EXTRACTED ENTRIES:
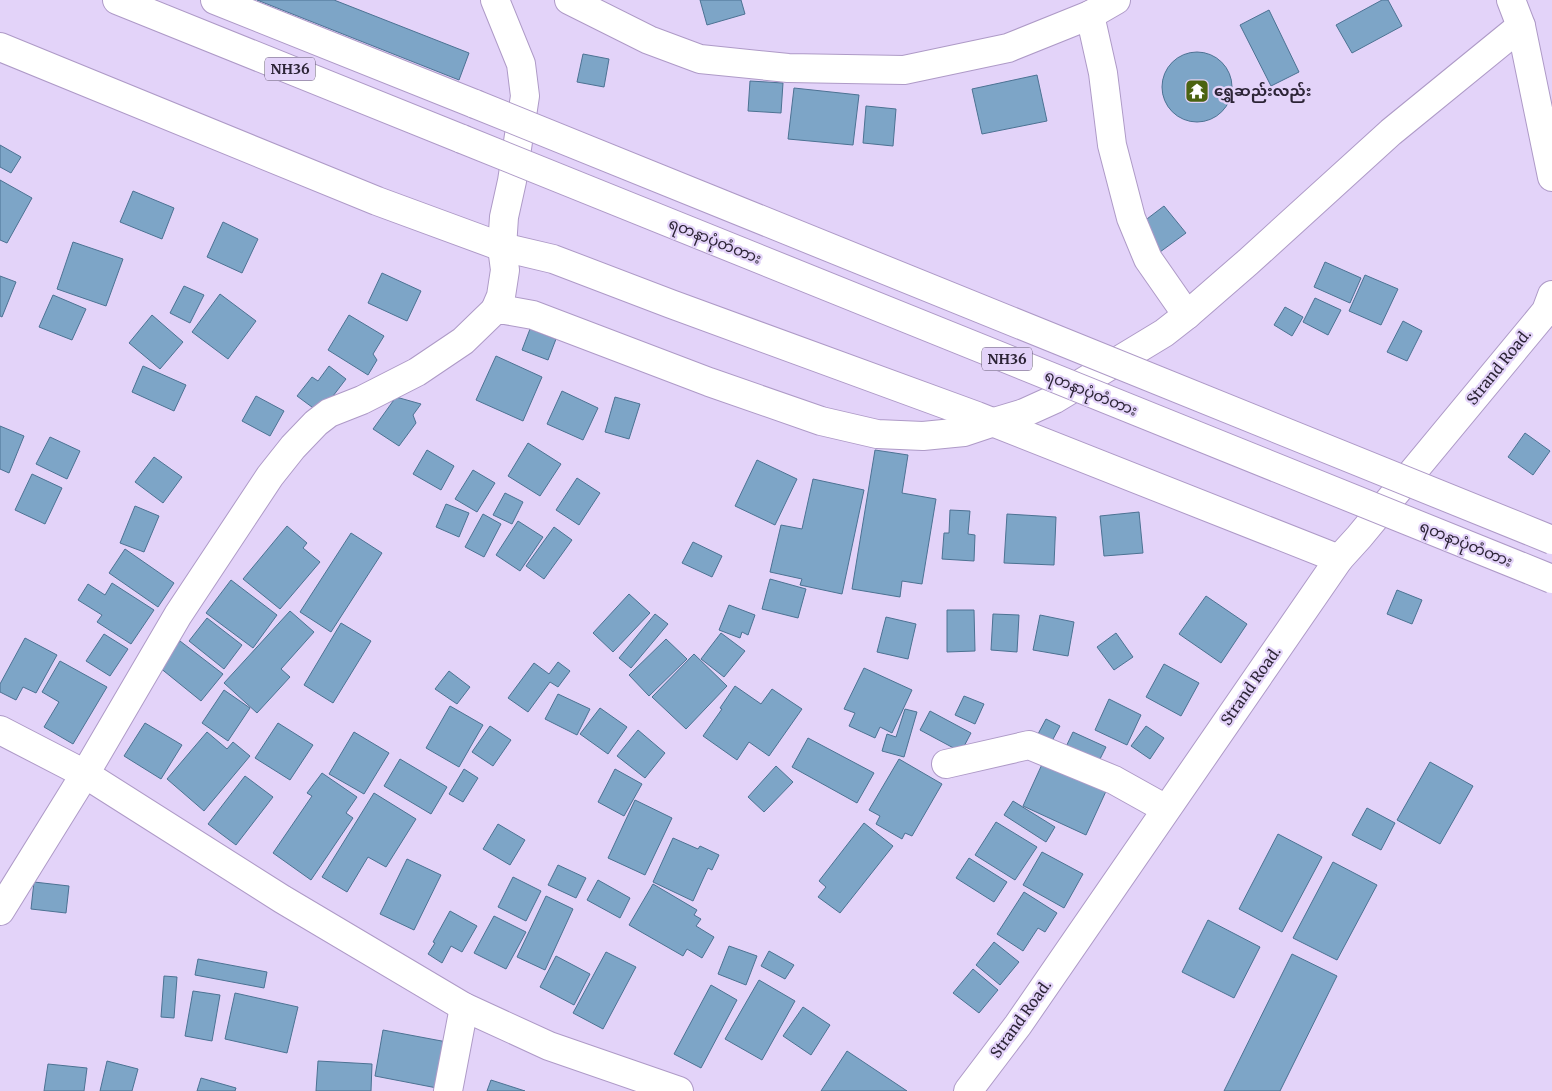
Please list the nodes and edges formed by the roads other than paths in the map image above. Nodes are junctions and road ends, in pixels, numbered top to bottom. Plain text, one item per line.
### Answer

--

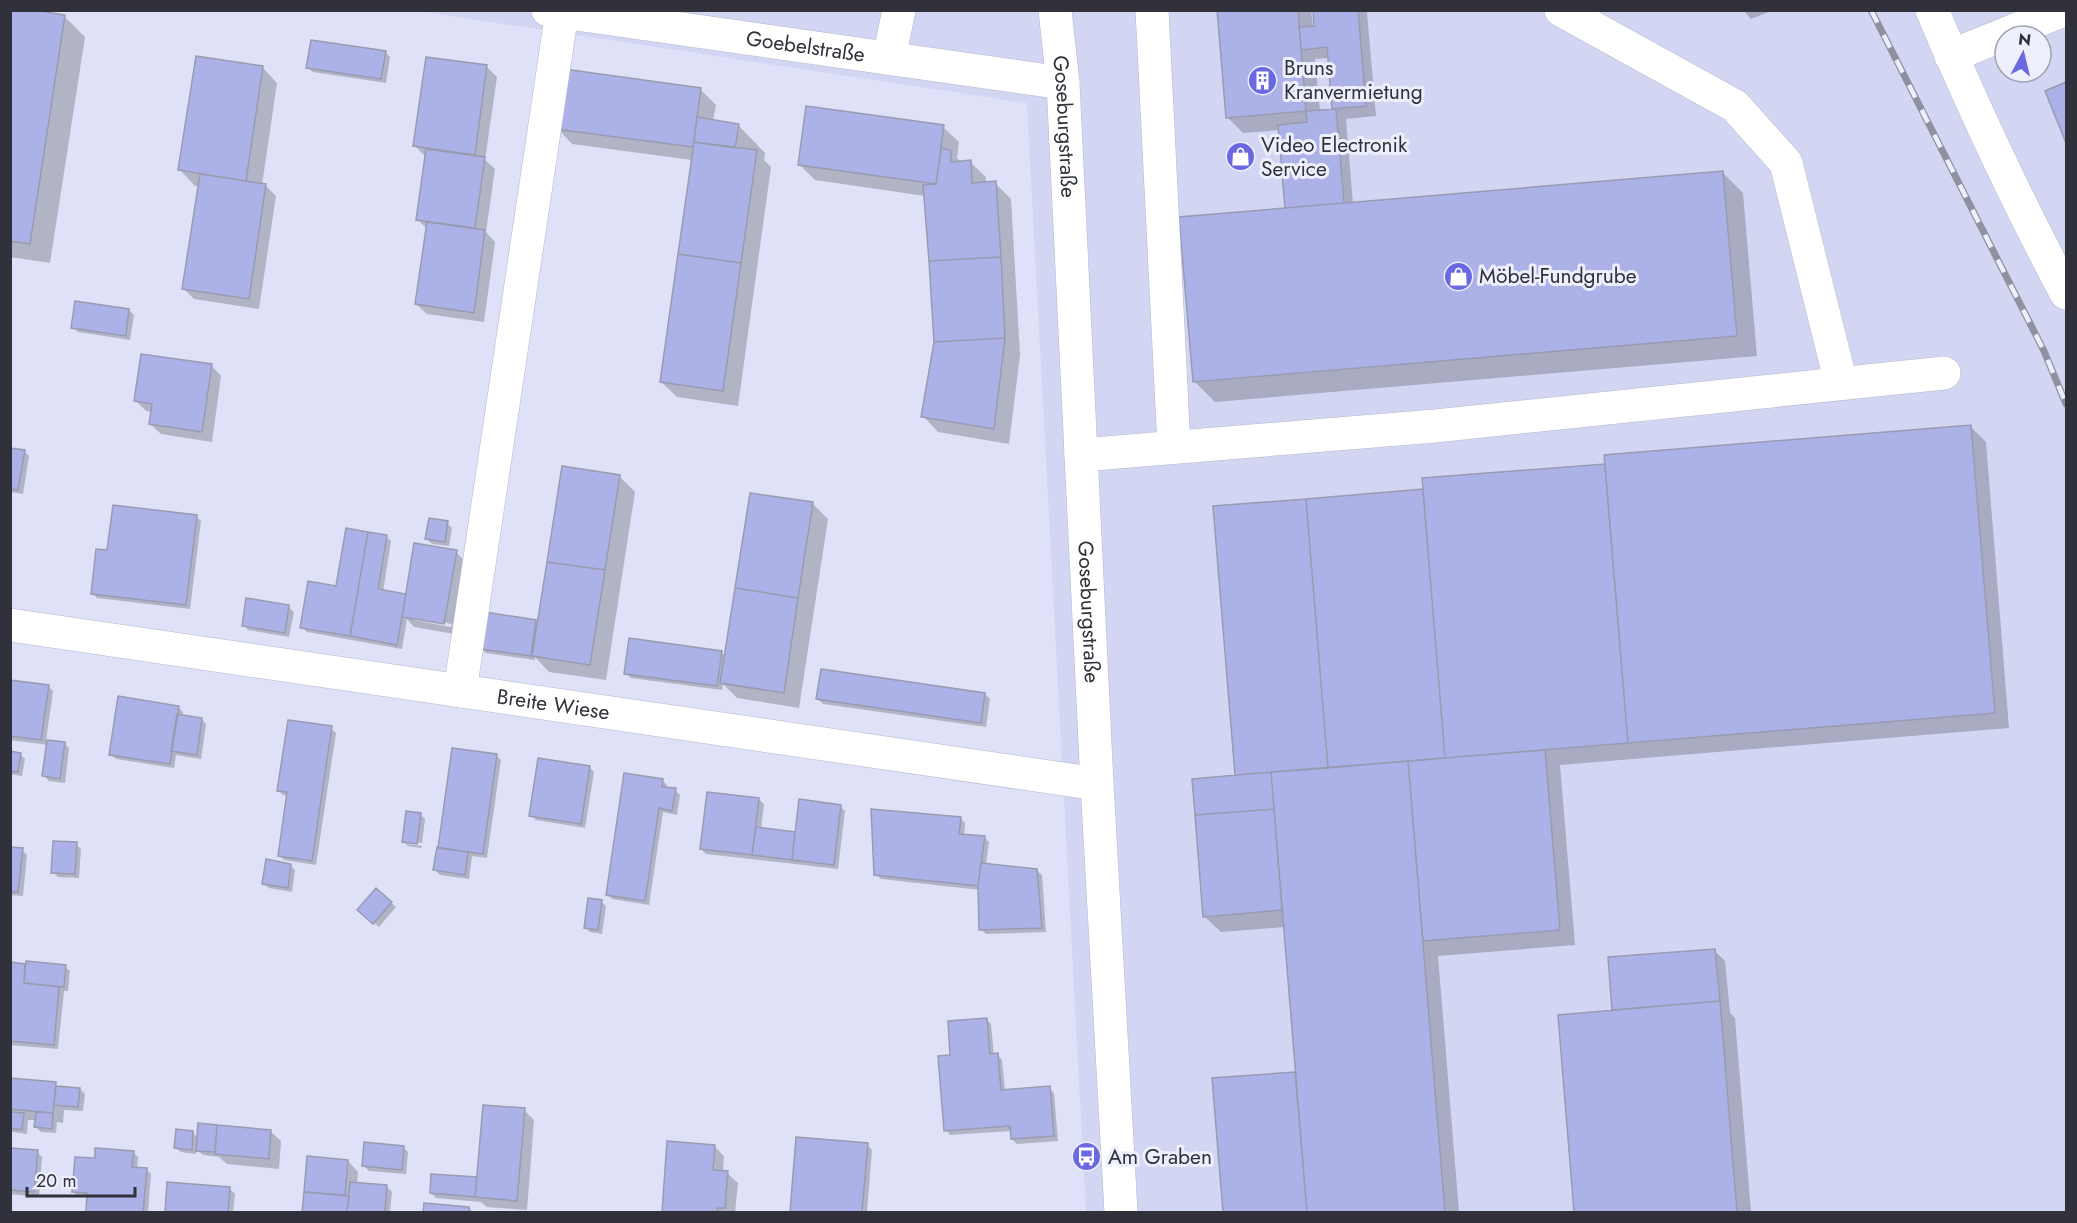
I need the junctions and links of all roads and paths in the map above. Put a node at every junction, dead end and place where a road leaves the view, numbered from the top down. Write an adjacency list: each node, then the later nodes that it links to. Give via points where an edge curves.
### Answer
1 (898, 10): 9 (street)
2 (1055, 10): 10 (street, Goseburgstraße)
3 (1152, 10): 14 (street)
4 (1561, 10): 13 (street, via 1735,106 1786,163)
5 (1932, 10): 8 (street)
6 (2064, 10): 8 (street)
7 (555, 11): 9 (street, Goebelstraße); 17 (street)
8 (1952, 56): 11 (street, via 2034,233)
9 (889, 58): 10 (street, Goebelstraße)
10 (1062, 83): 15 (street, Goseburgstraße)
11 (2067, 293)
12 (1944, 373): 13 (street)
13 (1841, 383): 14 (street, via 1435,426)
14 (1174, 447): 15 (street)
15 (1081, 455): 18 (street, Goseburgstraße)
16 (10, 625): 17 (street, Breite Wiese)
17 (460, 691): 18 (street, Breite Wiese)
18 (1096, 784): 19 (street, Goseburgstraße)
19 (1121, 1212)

EXERCISE DESCRIPTION: Scan the records above for the word "roads" and return every line where it occurs.

THE COMPLETED TASK:
Please list the nodes and edges formed by the roads other than paths in the map image above. Nodes are junctions and road ends, in pixels, numbered top to bottom. Plain text, one item per line.
I need the junctions and links of all roads and paths in the map above. Put a node at every junction, dead end and place where a road leaves the view, numbered from the top down. Write an adjacency list: each node, then the later nodes that it links to. Give via points where an edge curves.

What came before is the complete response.